THE DATA:
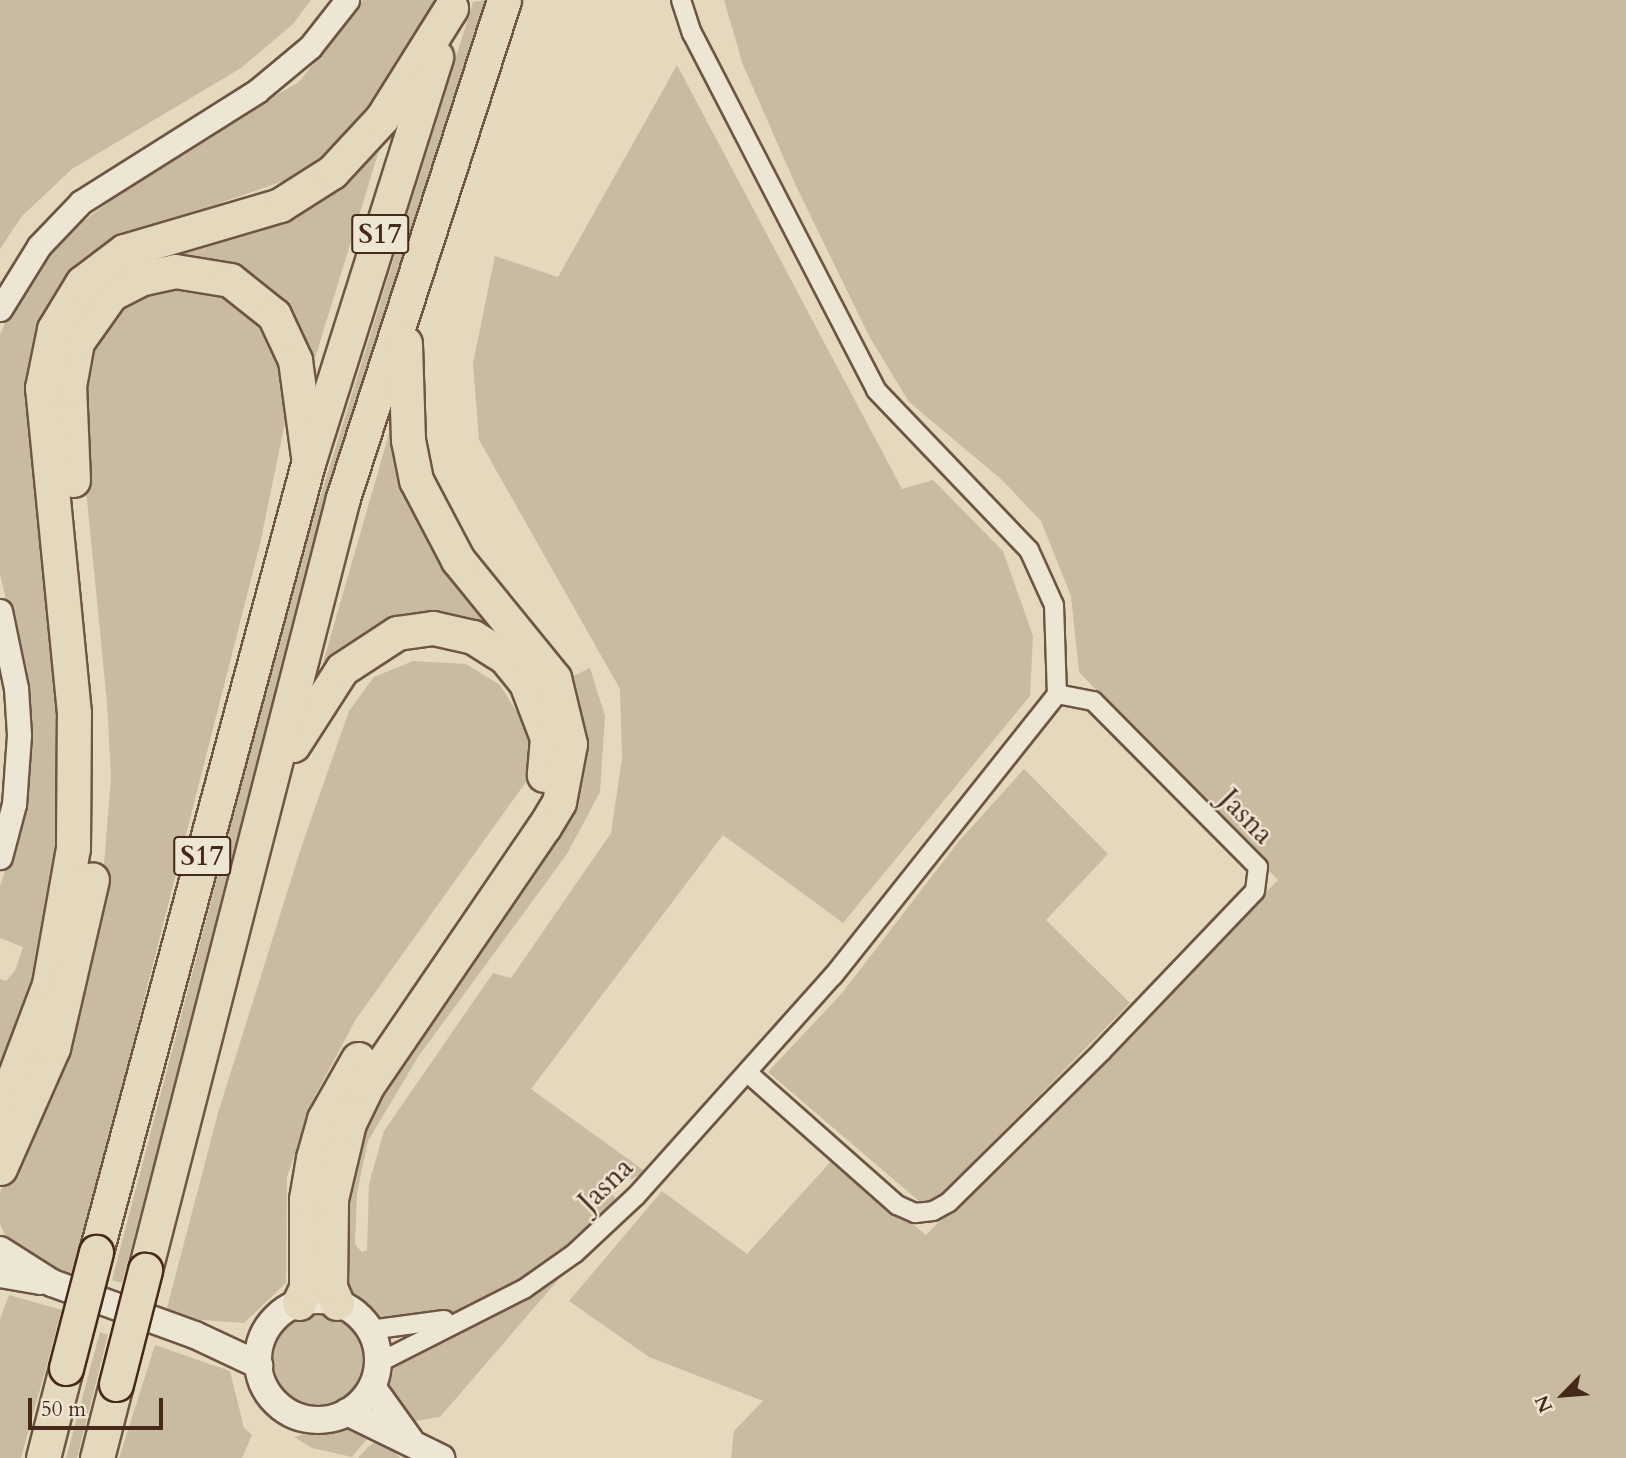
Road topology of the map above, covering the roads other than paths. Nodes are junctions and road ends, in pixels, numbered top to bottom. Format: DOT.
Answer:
graph roads {
  1 [pos="347,0"];
  2 [pos="504,0"];
  3 [pos="681,0"];
  4 [pos="453,4"];
  5 [pos="406,305"];
  6 [pos="0,309"];
  7 [pos="309,460"];
  8 [pos="0,611"];
  9 [pos="1057,694"];
  10 [pos="272,784"];
  11 [pos="0,857"];
  12 [pos="750,1074"];
  13 [pos="0,1114"];
  14 [pos="0,1168"];
  15 [pos="0,1250"];
  16 [pos="0,1274"];
  17 [pos="52,1283"];
  18 [pos="299,1303"];
  19 [pos="337,1303"];
  20 [pos="482,1311"];
  21 [pos="370,1330"];
  22 [pos="264,1334"];
  23 [pos="195,1335"];
  24 [pos="259,1365"];
  25 [pos="375,1375"];
  26 [pos="347,1412"];
  27 [pos="410,1440"];
  28 [pos="43,1458"];
  29 [pos="97,1458"];
  30 [pos="441,1458"];
  1 -- 6 [label="street"];
  2 -- 5 [label="highway, S17"];
  3 -- 9 [label="street"];
  4 -- 7 [label="highway, S17"];
  4 -- 13 [label="highway"];
  5 -- 10 [label="highway, S17"];
  5 -- 19 [label="highway"];
  7 -- 14 [label="highway"];
  7 -- 28 [label="highway, S17, bridge"];
  8 -- 11 [label="street"];
  9 -- 12 [label="street, Jasna"];
  9 -- 12 [label="street, Jasna"];
  10 -- 18 [label="highway"];
  10 -- 29 [label="highway, S17, bridge"];
  12 -- 20 [label="street, Jasna"];
  15 -- 17 [label="main road"];
  16 -- 17 [label="main road"];
  17 -- 23 [label="main road"];
  18 -- 19 [label="main road"];
  18 -- 22 [label="main road"];
  19 -- 21 [label="main road"];
  20 -- 21 [label="street, Jasna"];
  20 -- 25 [label="street, Jasna"];
  21 -- 25 [label="main road"];
  22 -- 23 [label="main road"];
  22 -- 24 [label="main road"];
  23 -- 24 [label="main road"];
  24 -- 26 [label="main road"];
  25 -- 26 [label="main road"];
  25 -- 27 [label="main road"];
  26 -- 27 [label="main road"];
  27 -- 30 [label="main road"];
}
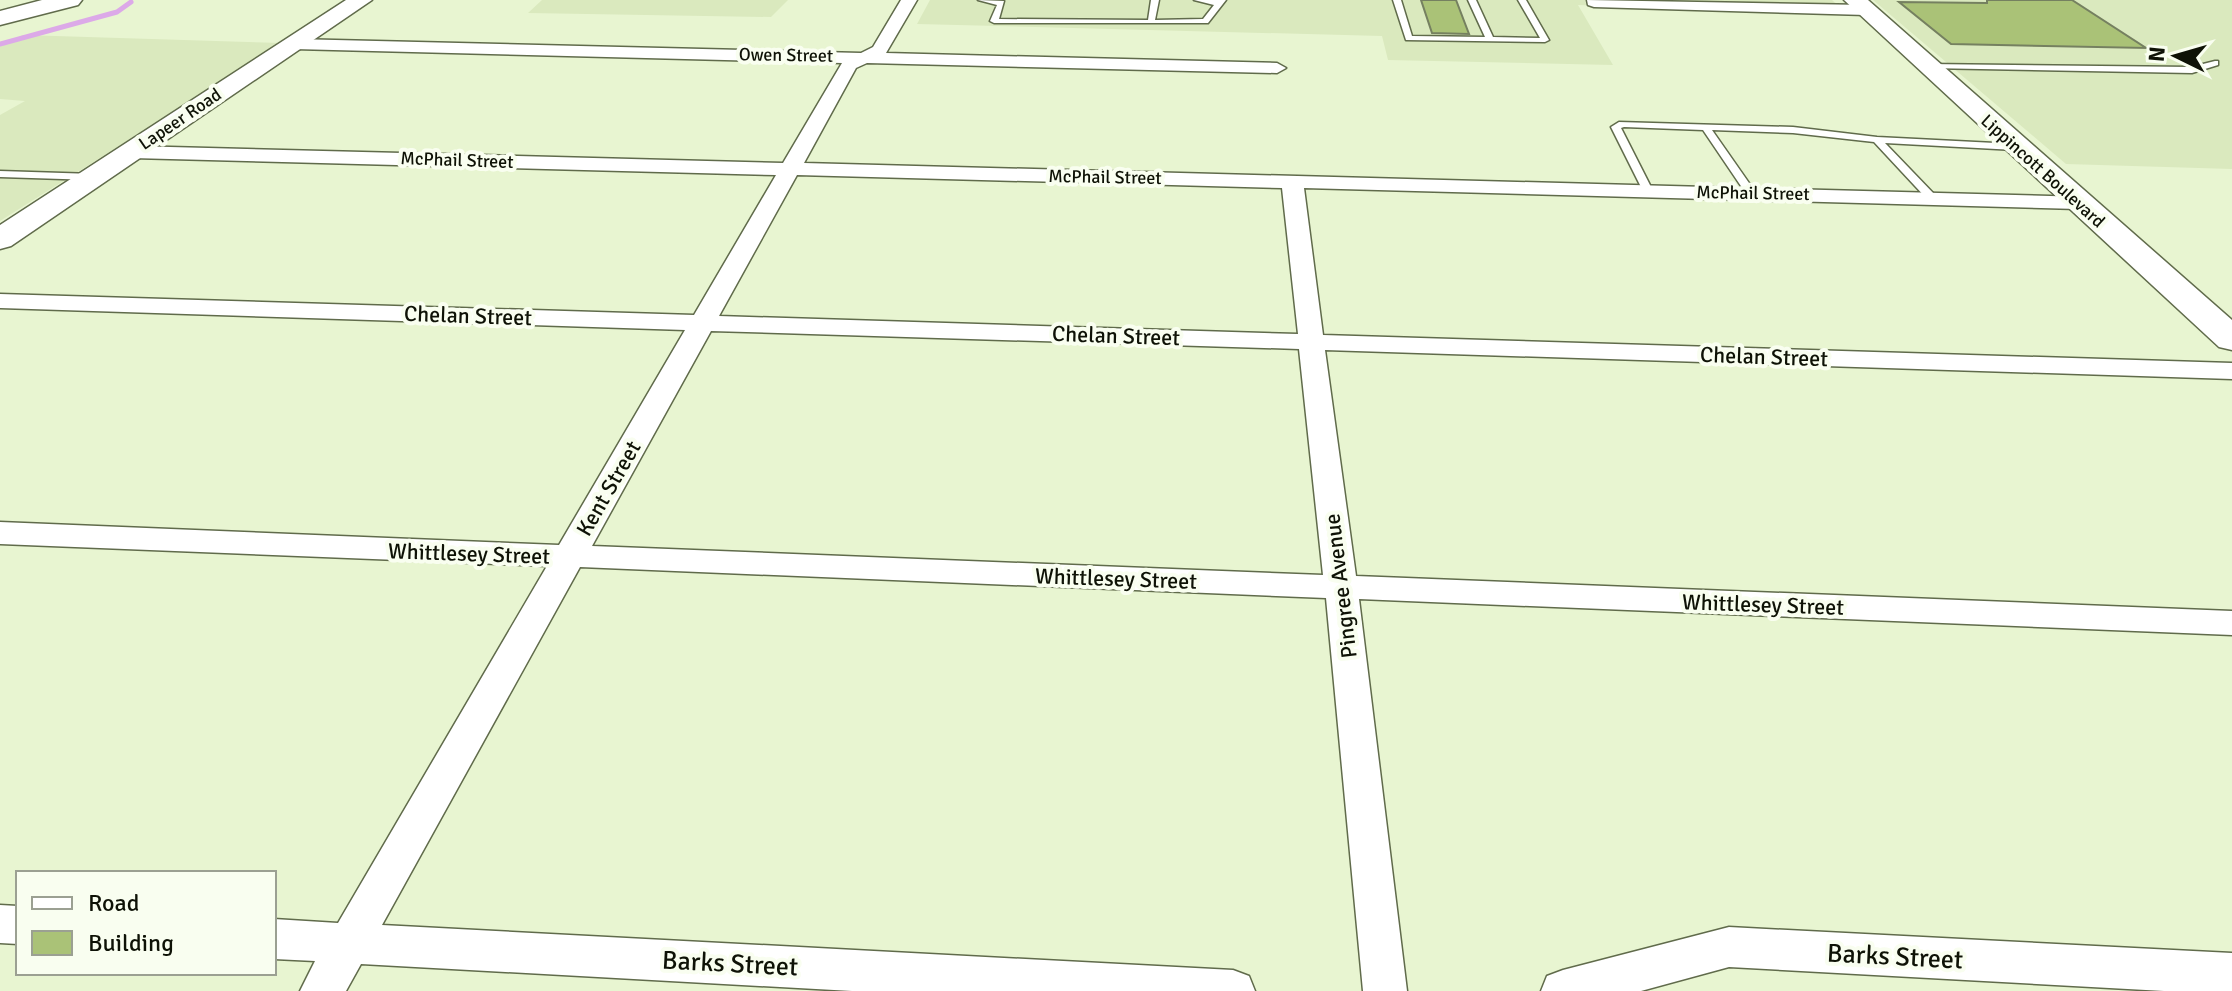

WORK TASK:
Lines that contain "roads" should be pulled from the entries above and reported.

ANSWER SECTION:
Road topology of the map above, covering the roads other than paths. Nodes are junctions and road ends, in pixels, numbered top to bottom. Format: DOT.
graph roads {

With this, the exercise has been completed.